▶ What needs to be done
Scan the listing and copy each line where the word "paths" is present.

▶ Recorded data

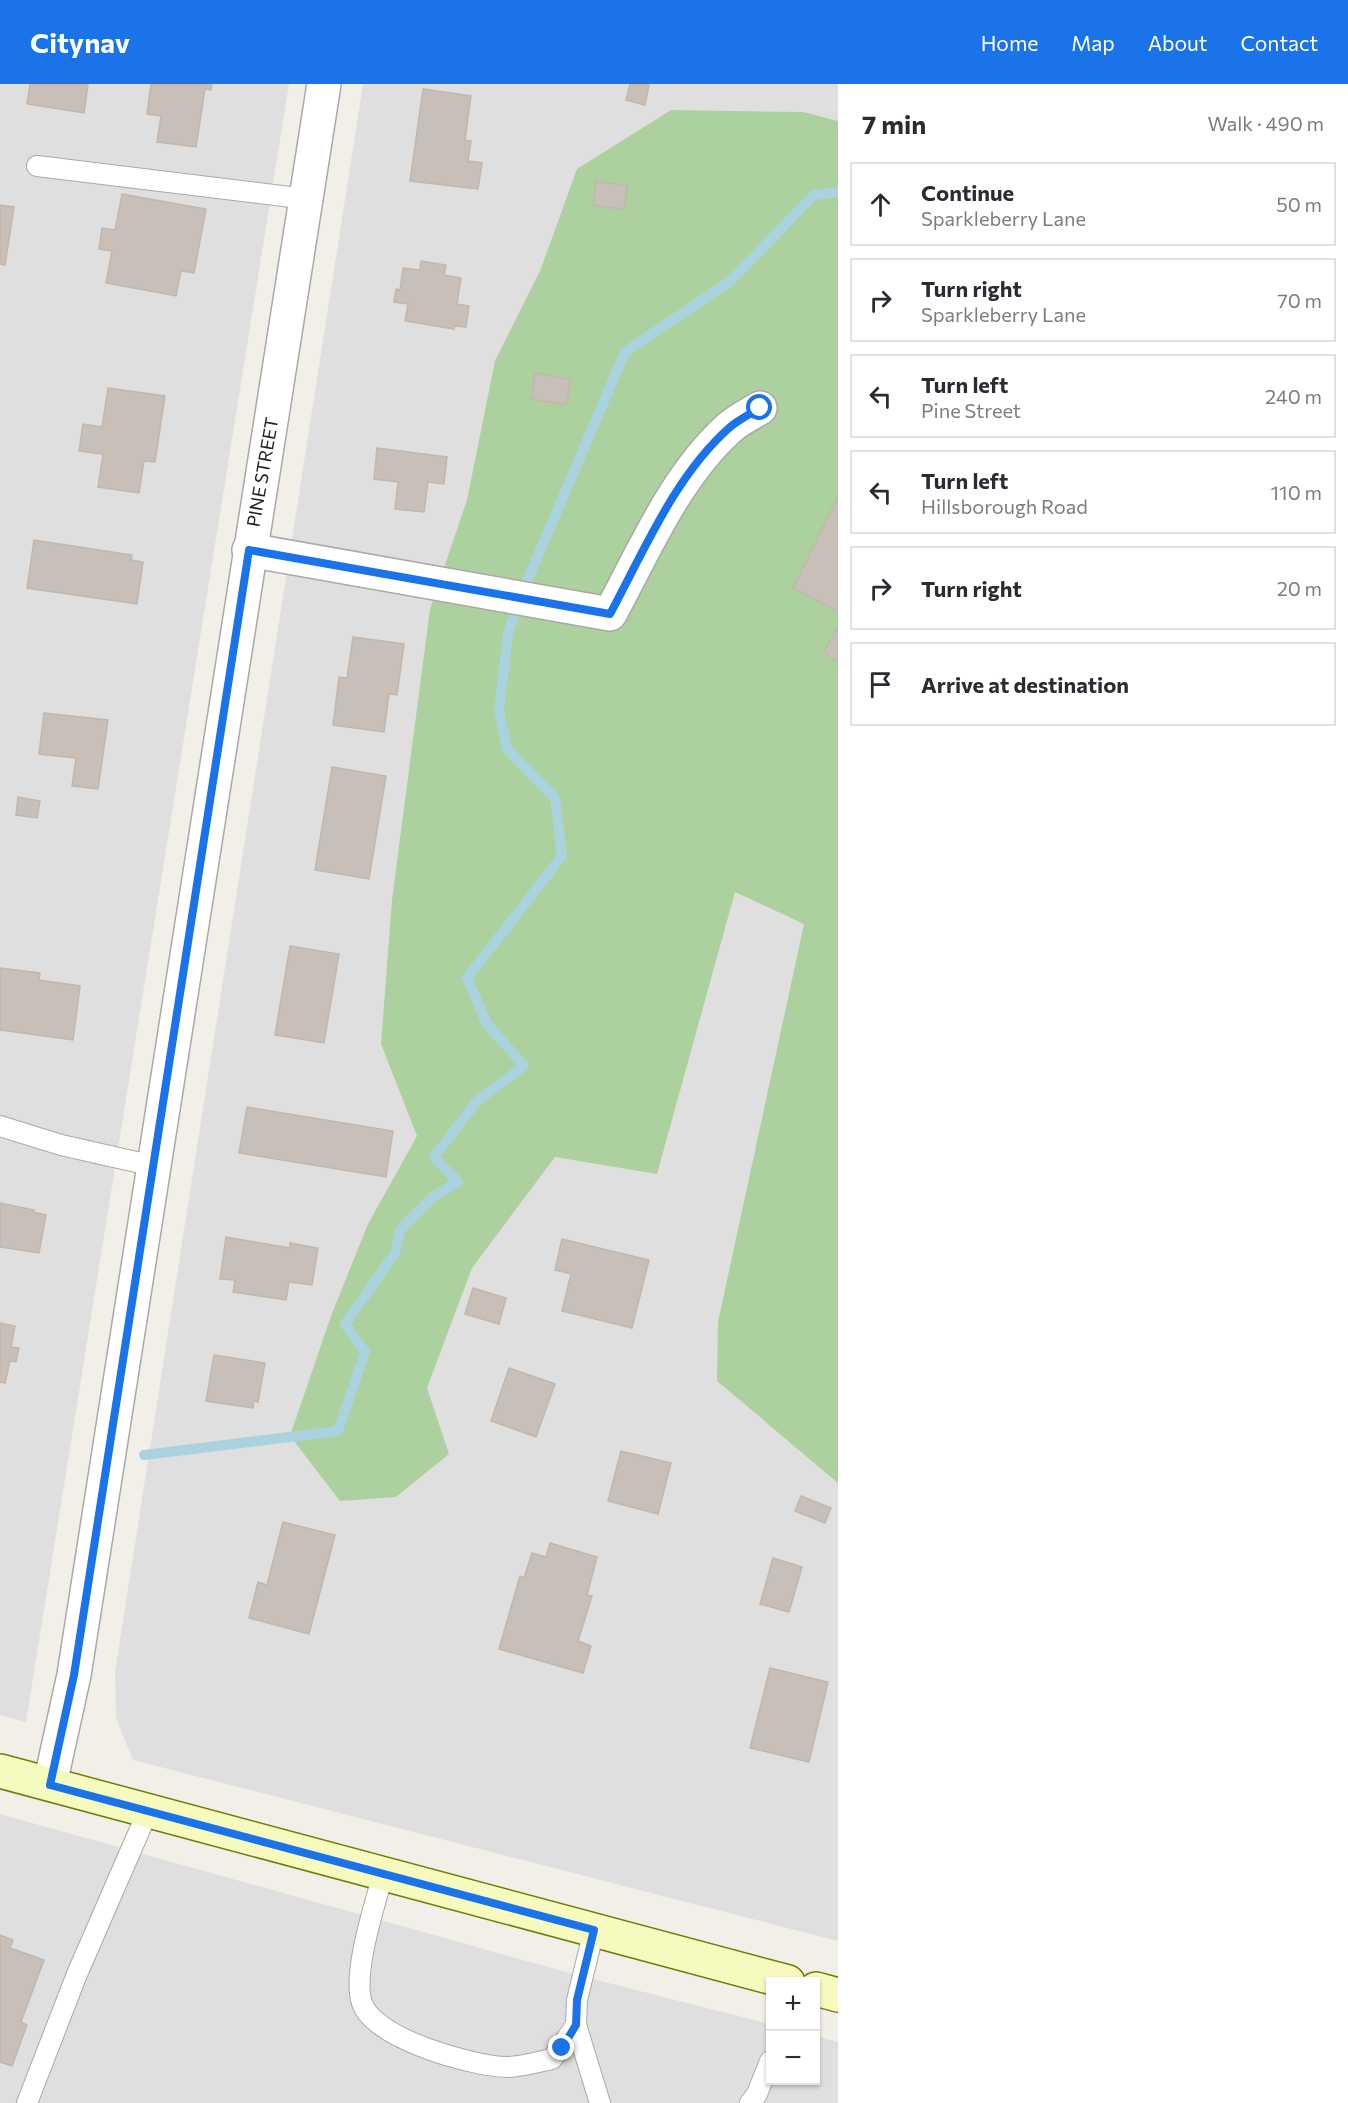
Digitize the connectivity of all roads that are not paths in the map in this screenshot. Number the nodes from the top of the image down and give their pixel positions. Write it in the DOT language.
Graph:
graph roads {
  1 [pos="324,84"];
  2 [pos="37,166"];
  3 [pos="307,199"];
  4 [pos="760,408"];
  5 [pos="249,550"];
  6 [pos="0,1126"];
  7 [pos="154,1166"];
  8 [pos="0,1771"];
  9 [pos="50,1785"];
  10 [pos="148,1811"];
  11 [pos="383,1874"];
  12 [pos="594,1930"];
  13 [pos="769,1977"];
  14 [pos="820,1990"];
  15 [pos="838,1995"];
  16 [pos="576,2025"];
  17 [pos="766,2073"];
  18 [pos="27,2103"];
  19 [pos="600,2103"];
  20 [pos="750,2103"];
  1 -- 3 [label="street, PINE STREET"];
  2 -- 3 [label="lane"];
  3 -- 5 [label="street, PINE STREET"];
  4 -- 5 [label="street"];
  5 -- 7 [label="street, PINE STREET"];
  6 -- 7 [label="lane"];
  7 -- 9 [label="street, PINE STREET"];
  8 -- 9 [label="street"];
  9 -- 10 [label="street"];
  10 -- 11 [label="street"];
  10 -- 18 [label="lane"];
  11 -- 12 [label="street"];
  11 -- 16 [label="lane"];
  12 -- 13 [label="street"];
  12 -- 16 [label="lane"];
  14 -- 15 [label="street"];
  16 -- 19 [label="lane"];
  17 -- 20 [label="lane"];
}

* * *

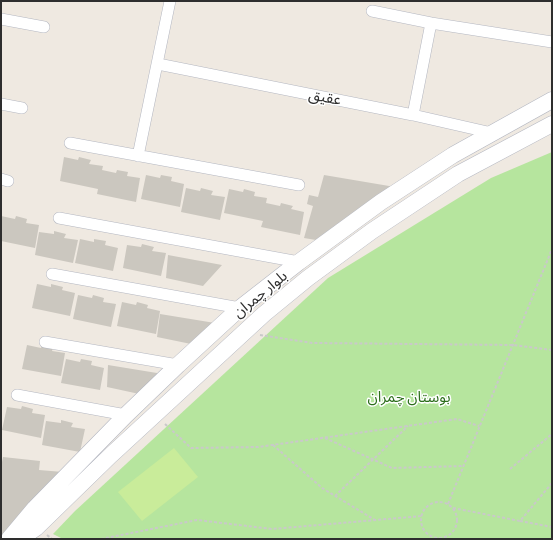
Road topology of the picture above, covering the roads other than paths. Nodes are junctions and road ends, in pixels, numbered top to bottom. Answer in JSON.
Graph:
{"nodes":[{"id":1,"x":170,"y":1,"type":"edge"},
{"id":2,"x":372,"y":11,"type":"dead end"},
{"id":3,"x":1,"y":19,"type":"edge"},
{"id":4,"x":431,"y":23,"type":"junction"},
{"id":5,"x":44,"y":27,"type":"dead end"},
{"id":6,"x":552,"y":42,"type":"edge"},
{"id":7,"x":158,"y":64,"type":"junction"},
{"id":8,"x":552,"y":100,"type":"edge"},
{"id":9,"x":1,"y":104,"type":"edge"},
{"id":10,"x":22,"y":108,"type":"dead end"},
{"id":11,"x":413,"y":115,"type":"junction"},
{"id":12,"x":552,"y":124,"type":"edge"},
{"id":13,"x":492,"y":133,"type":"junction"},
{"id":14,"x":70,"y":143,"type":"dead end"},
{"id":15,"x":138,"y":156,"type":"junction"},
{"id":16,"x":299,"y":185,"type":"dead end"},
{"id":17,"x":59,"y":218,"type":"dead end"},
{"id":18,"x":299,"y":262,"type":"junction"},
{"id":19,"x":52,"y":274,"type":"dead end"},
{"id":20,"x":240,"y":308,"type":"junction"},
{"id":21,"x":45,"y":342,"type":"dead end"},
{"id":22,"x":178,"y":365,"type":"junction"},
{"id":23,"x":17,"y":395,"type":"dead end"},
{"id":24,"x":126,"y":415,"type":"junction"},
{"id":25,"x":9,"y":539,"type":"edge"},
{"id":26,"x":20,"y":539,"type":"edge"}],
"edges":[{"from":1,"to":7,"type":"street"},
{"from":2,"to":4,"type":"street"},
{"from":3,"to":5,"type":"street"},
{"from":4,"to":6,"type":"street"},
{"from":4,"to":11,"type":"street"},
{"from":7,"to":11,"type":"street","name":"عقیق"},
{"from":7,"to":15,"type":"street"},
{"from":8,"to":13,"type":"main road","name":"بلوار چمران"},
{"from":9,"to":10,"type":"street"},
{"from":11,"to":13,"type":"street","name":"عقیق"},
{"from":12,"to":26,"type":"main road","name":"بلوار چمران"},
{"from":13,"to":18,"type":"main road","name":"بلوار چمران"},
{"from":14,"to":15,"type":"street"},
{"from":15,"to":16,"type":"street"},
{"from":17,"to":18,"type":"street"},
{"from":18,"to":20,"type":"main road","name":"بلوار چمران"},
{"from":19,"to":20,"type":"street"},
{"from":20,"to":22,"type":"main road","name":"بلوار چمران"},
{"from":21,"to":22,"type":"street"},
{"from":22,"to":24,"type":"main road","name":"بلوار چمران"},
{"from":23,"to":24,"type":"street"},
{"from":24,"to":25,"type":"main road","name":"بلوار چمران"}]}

▶ Problem solution
Digitize the connectivity of all roads that are not paths in the map in this screenshot. Number the nodes from the top of the image down and give their pixel positions. Write it in the DOT language.
Road topology of the picture above, covering the roads other than paths. Nodes are junctions and road ends, in pixels, numbered top to bottom. Answer in JSON.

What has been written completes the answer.